Operating Agreements: What You Need to Know

Don’t know what to expect when reviewing an operating agreement or why you need one? If so, this knowledge article is perfect for you! 

An operating agreement details how things will be conducted within your business (LLC). You can think of it as your guide to your company’s corporate governance. This is an exciting next step! Your company is transitioning from a concept in your head to a full-fledged business.

With any new venture comes new responsibilities. One of the most foundational elements of starting your own business is having an operating agreement that spells out how you, the Founder, will build your business to last. Every LLC company needs an operating agreement to testify that you are serious about operating your business, to defend against lawsuits, and to separate your personal assets from your LLC’s debts or legal judgments. In this article, we will discuss what an operating agreement is and why it is important for your company.

What is an Operating Agreement?

An LLC operating agreement is a legal document that spells out your company’s rules, regulations, and processes. Topics within the agreement cover:

  1. Executive Relations: Spells out the standards of the relationship among all business partners
  2. Profit Sharing: Expresses the ratio you will use to distribute profits amongst stakeholders
  3. Ownership Percentages: Usually determined by how much capital contribution each owner has contributed to your company
  4. Owner Classifications: Your business classification should be a Limited Liability Corporation (LLC)
  5. Voting: The rules on how the voting process for your company will be conducted

By having these topics in writing for all members to refer to, your operating agreement sets clear expectations for the business and brings clarity to the operations and management.

Fast forward a few years from now.

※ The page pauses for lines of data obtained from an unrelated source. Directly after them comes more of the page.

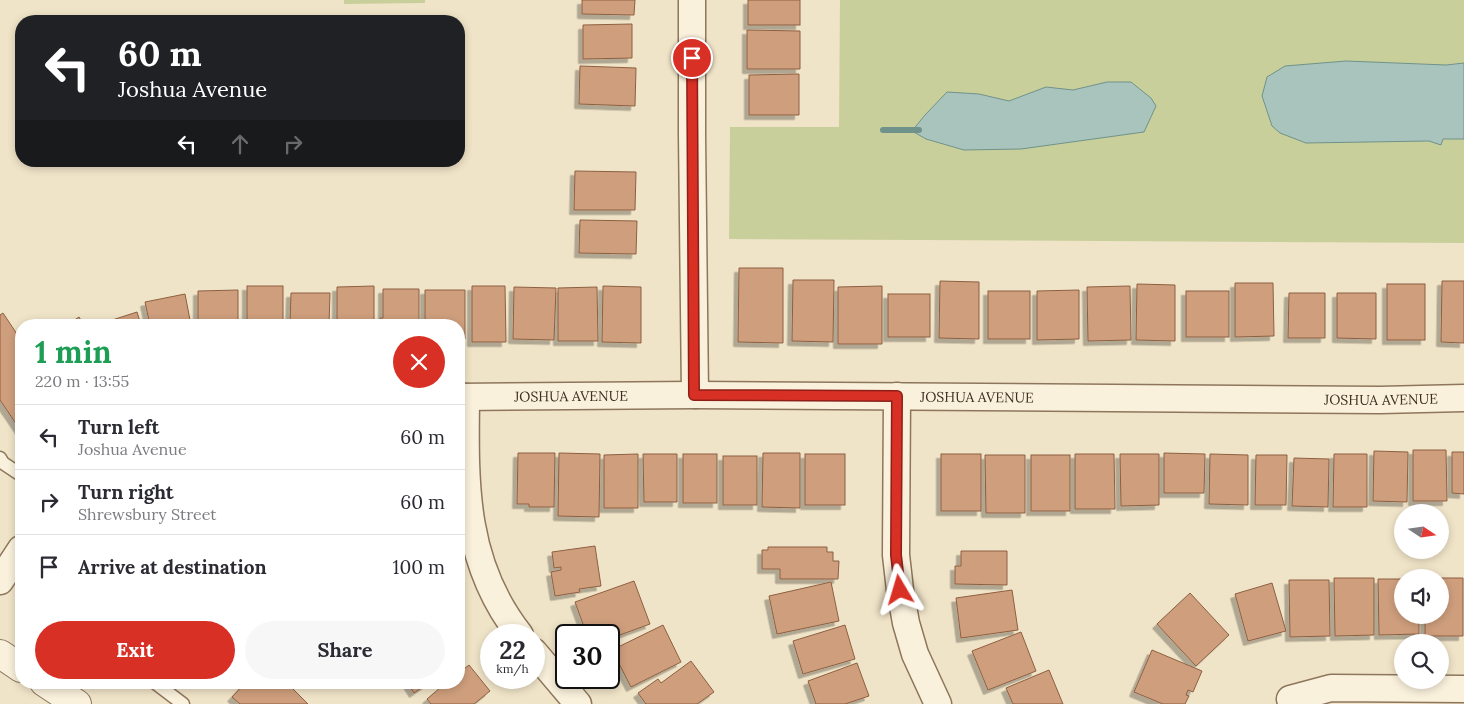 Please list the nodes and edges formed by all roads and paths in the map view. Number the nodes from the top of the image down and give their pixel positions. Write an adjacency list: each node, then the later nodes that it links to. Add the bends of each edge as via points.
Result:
1 (692, 0): 2 (street)
2 (694, 395): 3 (street, JOSHUA AVENUE); 4 (street, JOSHUA AVENUE)
3 (897, 396): 5 (street, JOSHUA AVENUE); 23 (street, via 896,555 900,590 915,654)
4 (465, 398)
5 (1464, 398)
6 (465, 456): 11 (street, via 468,504 478,555 492,593)
7 (1, 461): 8 (lane)
8 (15, 471)
9 (15, 558): 10 (street)
10 (0, 581)
11 (513, 624)
12 (0, 654): 13 (street)
13 (15, 664)
14 (545, 665): 22 (street)
15 (54, 689): 20 (street)
16 (163, 689): 21 (lane)
17 (1464, 690): 18 (street)
18 (1397, 696): 19 (street, via 1331,688)
19 (1290, 699)
20 (77, 704)
21 (183, 704)
22 (578, 704)
23 (938, 704) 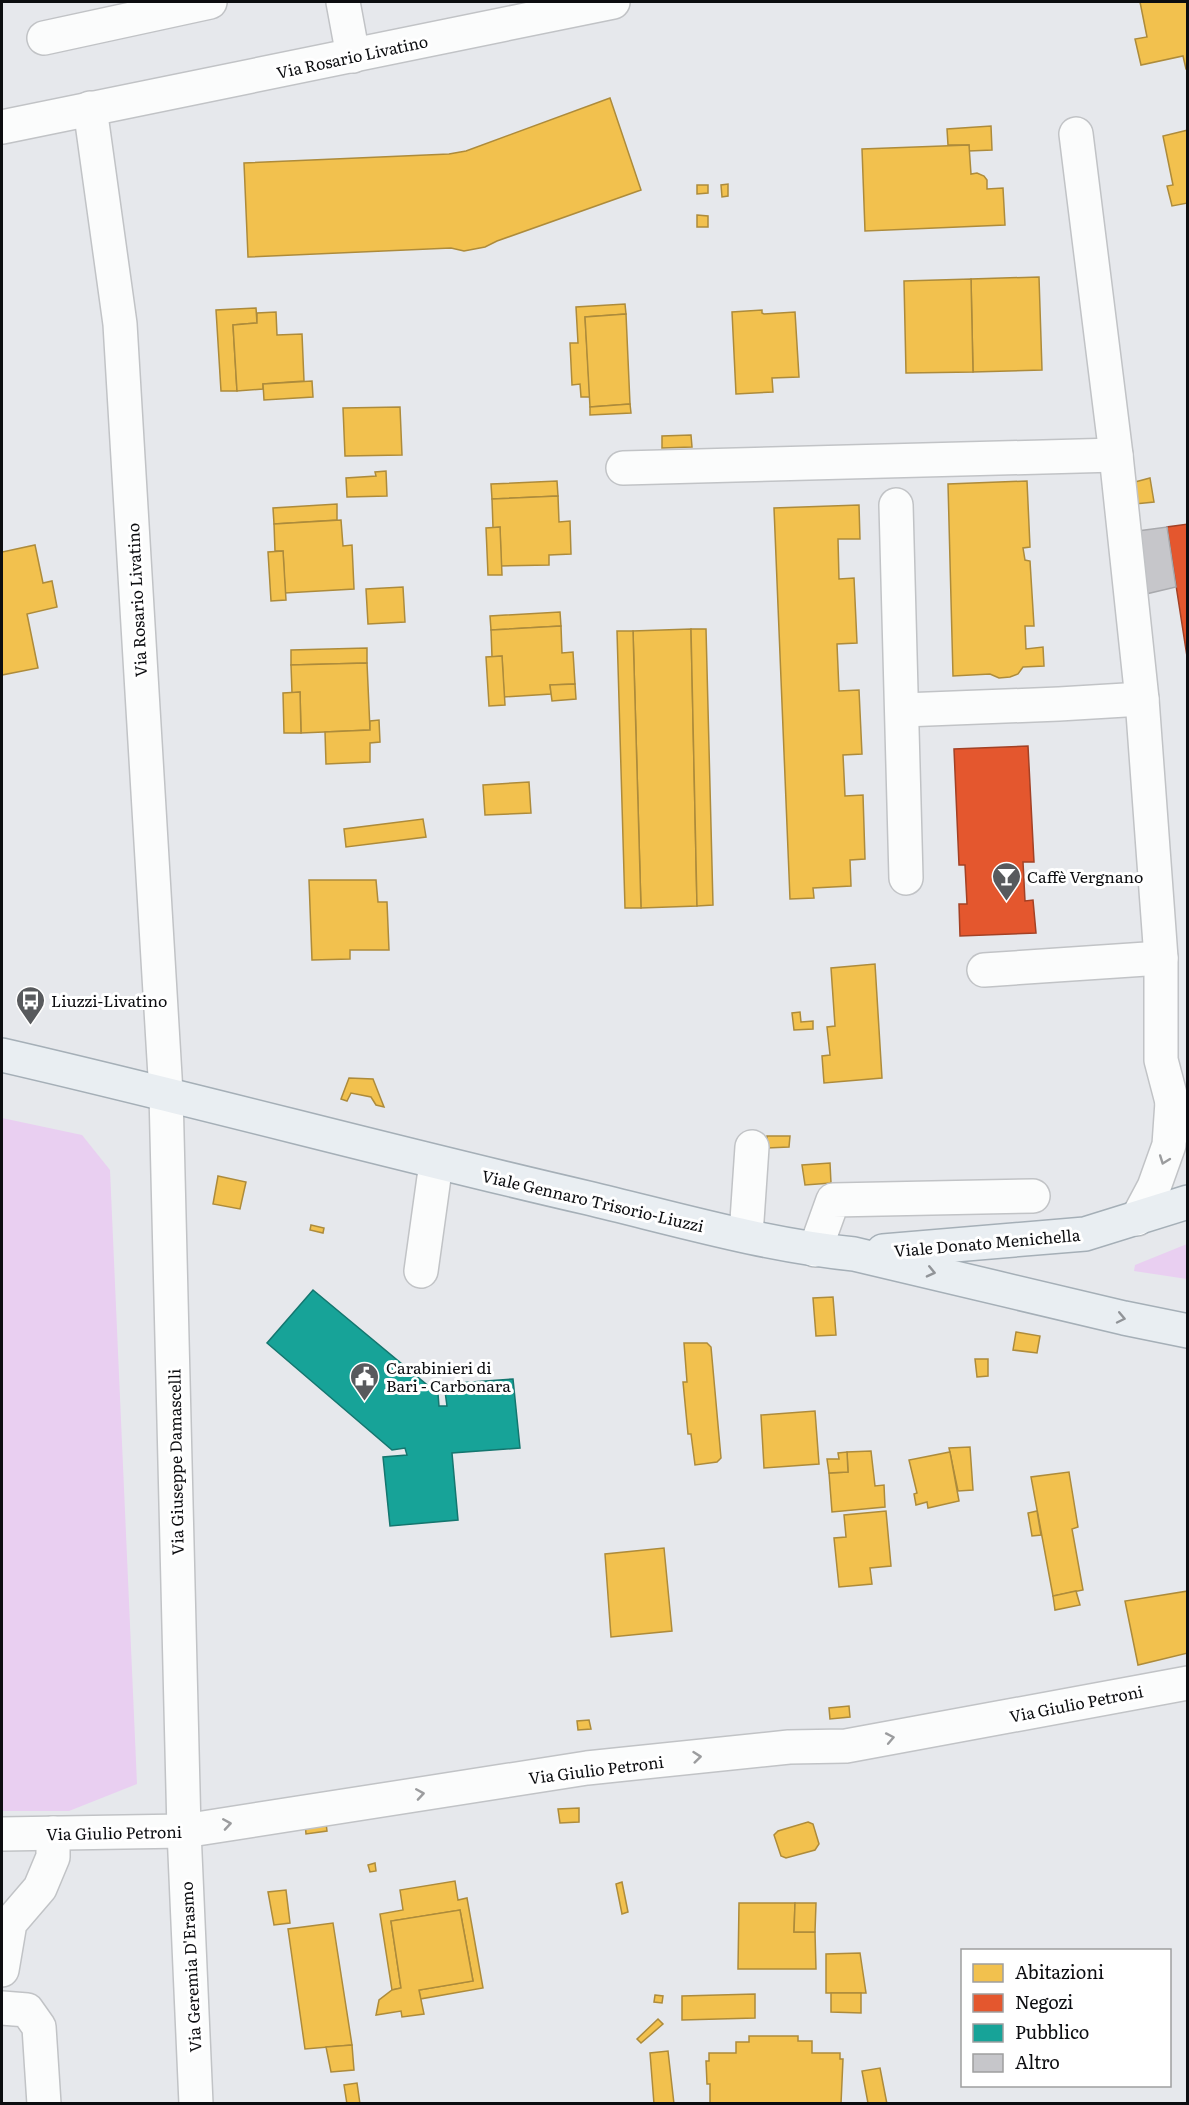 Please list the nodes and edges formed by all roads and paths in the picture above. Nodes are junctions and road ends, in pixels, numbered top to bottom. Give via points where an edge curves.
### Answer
1 (210, 2) edge
2 (343, 2) edge
3 (613, 2) edge
4 (44, 38) dead end
5 (353, 56) junction
6 (90, 108) junction
7 (2, 127) edge
8 (1076, 134) dead end
9 (1116, 455) junction
10 (623, 468) dead end
11 (896, 505) dead end
12 (1142, 699) junction
13 (903, 710) junction
14 (906, 878) dead end
15 (1161, 958) junction
16 (984, 970) dead end
17 (2, 1054) edge
18 (166, 1093) junction
19 (1180, 1114) edge
20 (752, 1147) dead end
21 (435, 1163) junction
22 (1034, 1196) dead end
23 (1188, 1202) edge
24 (1137, 1219) junction
25 (746, 1235) junction
26 (814, 1250) junction
27 (854, 1254) junction
28 (421, 1271) dead end
29 (1188, 1330) edge
30 (1188, 1683) edge
31 (184, 1831) junction
32 (53, 1833) junction
33 (2, 1834) edge
34 (6, 1926) edge
35 (2, 1970) edge
36 (2, 2008) edge
37 (44, 2103) edge
38 (196, 2103) edge

1 - 4 street
2 - 5 street
3 - 5 street, Via Rosario Livatino
5 - 6 street, Via Rosario Livatino
6 - 7 street, Via Rosario Livatino
6 - 18 street, Via Rosario Livatino via 120,324
8 - 9 street
9 - 10 street
9 - 12 street
11 - 13 street
12 - 13 street
12 - 15 street
13 - 14 street
15 - 16 street
15 - 19 street via 1161,1060
17 - 18 main road, Viale Gennaro Trisorio-Liuzzi
18 - 21 main road, Viale Gennaro Trisorio-Liuzzi
18 - 31 street, Via Giuseppe Damascelli
19 -> 24 street via 1154,1187
20 - 25 street
21 - 25 main road, Viale Gennaro Trisorio-Liuzzi
21 - 28 street
22 - 26 street via 833,1200
23 - 24 main road, Viale Donato Menichella
24 - 27 main road, Viale Donato Menichella via 1085,1234
25 - 26 main road, Viale Gennaro Trisorio-Liuzzi
26 - 27 main road, Viale Gennaro Trisorio-Liuzzi
27 -> 29 main road, Viale Gennaro Trisorio-Liuzzi
31 -> 30 street, Via Giulio Petroni via 587,1768 789,1747 846,1746
31 - 32 street, Via Giulio Petroni
31 - 38 street, Via Geremia D'Erasmo
32 - 33 street, Via Giulio Petroni
32 - 34 street via 53,1857 40,1888
34 - 35 street
36 - 37 street via 27,2010 39,2027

It is no longer just you running your company. You have a board. You have a team of fifty people relying on you for their salaries and nationwide product distribution. While an operating agreement may not have seemed important in the early days when it was just you, it now allows you to leverage your board for strategic support, make decisions on distributing (or not) profits, and determining dispute resolution within your LLC.  

Why are Operating Agreements Used?

An operating agreement specifies the rules of your business to protect the interests of your company and stakeholders from bad actors. One of the unique components of an LLC’s operating agreement is its ability to supersede the general cookie-cutter state laws that govern LLCs. Operating agreements establish corporate governance for your business. Without an operating agreement, ownership of the business is handled according to the jurisdiction in which your LLC was formed. Now, your operating agreement serves as a protection and a structure against rogue actors.

When starting your business, it can be easy to push aside forming an operating agreement. After all, you are probably already drowning in a sea of paperwork, juggling a million different tasks, you may have established personal history with your fellow members, or perhaps even have some business experience together. However, you must make time to establish an operating agreement.

At this point, you are probably one of the only members of your business. Because of this, your consumers probably know you and associate you with your company. As you begin to grow and scale your business, consumers will instead begin to recognize your brand. And that’s what you want! It means you’ve found a strong market fit. Your customers have a strong brand affinity for your products. 

Think of McDonald’s. McDonald’s co-founders, Richard and Maurice McDonald, started the iconic fast food business through a single storefront in California. At this time, Richard and Maurice were the face of the company as they were interacting and creating personal connections with their customers. Fast forward many years later, McDonald’s is one of the largest fast food chains in the world. Now, consumers do not see McDonald’s and think of the original cofounders, they think of the brand, what they offer, and what keeps them coming back again and again. The operating agreement is the corporate governance version of this moment - when your business is more than a hobby. 

Operating agreements set the terms for how your business will function. By specifying how your company will operate, it creates clear expectations amongst you and your business partners. It also protects you from personal liability as it establishes a legal boundary between your personal finances and your business. Overall, operating agreements clearly define your shareholders’ roles and responsibilities in order to set clear expectations and protect your company from bad actors.